(Skeletal landmark data)
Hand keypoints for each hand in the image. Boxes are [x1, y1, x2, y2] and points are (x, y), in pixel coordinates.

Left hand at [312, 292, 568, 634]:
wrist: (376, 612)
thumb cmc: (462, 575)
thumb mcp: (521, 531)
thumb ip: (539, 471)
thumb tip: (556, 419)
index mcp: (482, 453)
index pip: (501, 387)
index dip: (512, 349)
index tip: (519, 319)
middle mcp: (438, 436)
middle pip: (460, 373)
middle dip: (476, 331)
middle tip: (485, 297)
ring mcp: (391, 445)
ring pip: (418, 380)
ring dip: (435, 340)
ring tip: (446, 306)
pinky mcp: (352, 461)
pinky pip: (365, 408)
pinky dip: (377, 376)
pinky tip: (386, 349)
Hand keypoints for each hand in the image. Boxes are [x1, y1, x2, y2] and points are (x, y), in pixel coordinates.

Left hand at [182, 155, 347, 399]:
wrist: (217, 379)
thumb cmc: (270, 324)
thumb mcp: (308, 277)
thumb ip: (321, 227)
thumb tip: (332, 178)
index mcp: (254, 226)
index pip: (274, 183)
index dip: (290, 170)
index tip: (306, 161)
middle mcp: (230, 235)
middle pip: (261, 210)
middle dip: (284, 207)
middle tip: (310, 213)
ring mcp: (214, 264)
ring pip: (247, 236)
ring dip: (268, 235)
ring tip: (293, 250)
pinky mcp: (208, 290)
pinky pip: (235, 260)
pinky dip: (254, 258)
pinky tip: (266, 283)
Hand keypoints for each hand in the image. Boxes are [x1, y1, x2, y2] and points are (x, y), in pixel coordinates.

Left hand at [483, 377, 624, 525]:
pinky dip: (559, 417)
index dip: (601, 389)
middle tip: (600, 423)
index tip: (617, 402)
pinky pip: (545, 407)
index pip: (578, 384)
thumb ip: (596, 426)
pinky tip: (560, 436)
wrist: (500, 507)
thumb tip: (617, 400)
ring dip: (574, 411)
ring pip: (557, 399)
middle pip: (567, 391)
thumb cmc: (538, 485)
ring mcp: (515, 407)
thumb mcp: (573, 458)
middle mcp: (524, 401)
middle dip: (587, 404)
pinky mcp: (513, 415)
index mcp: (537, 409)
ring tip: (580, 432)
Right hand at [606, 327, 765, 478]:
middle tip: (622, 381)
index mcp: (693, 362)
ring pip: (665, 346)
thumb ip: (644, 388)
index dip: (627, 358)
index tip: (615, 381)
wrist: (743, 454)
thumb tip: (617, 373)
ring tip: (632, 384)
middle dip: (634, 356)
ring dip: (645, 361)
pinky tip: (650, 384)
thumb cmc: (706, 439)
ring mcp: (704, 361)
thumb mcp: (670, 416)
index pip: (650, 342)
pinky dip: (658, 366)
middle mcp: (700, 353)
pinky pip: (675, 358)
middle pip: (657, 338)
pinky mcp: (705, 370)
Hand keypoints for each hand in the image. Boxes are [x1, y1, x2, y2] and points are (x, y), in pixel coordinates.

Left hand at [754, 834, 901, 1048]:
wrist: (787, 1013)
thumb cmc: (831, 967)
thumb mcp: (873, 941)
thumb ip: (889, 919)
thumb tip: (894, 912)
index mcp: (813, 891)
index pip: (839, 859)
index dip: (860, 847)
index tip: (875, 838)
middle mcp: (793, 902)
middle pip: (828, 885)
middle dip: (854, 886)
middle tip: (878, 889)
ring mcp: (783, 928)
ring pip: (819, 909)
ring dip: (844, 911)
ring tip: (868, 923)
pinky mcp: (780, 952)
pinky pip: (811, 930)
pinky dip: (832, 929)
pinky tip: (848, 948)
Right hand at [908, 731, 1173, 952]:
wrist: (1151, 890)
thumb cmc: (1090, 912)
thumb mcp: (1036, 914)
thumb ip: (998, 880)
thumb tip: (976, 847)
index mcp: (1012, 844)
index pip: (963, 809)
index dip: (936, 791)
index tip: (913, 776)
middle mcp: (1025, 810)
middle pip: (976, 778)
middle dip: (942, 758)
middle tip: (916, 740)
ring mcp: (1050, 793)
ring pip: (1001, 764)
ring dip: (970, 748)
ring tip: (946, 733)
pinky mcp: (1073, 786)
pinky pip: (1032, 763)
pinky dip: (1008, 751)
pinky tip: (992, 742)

▶ _Goal of the exercise_
Of the lines above, output exactly those from the line bearing "pinky dip: (377, 376)" through the line bearing "ring tip: (580, 432)", inclusive.

▶ _Output for this task_
pinky dip: (377, 376)
pinky tip: (386, 349)
Hand keypoints for each hand in the image. Boxes are [x1, y1, x2, y2] and points are (x, y), in pixel coordinates.

Left hand at [182, 155, 347, 399]:
wrist: (217, 379)
thumb cmc: (270, 324)
thumb mcp: (308, 277)
thumb ip: (321, 227)
thumb tip: (332, 178)
index mcp: (254, 226)
index pip: (274, 183)
index dip: (290, 170)
index tip: (306, 161)
middle mcp: (230, 235)
middle pip: (261, 210)
middle dip: (284, 207)
middle tip: (310, 213)
ring mcp: (214, 264)
ring pip: (247, 236)
ring dip: (268, 235)
ring tip: (293, 250)
pinky mcp: (208, 290)
pinky pip: (235, 260)
pinky dip: (254, 258)
pinky tip: (266, 283)
Hand keypoints for each hand in the image. Boxes are [x1, y1, x2, y2] and points are (x, y), in pixel coordinates.

Left hand at [483, 377, 624, 525]:
pinky dip: (559, 417)
index dip: (601, 389)
middle tip: (600, 423)
index tip: (617, 402)
pinky pip: (545, 407)
index pip: (578, 384)
thumb ip: (596, 426)
pinky tip: (560, 436)
wrist: (500, 507)
thumb tip: (617, 400)
ring dip: (574, 411)
ring pip: (557, 399)
middle pip: (567, 391)
thumb cmc: (538, 485)
ring mcp: (515, 407)
thumb mcp: (573, 458)
middle mcp: (524, 401)
middle dip: (587, 404)
pinky mcp: (513, 415)
index mcp: (537, 409)
ring tip: (580, 432)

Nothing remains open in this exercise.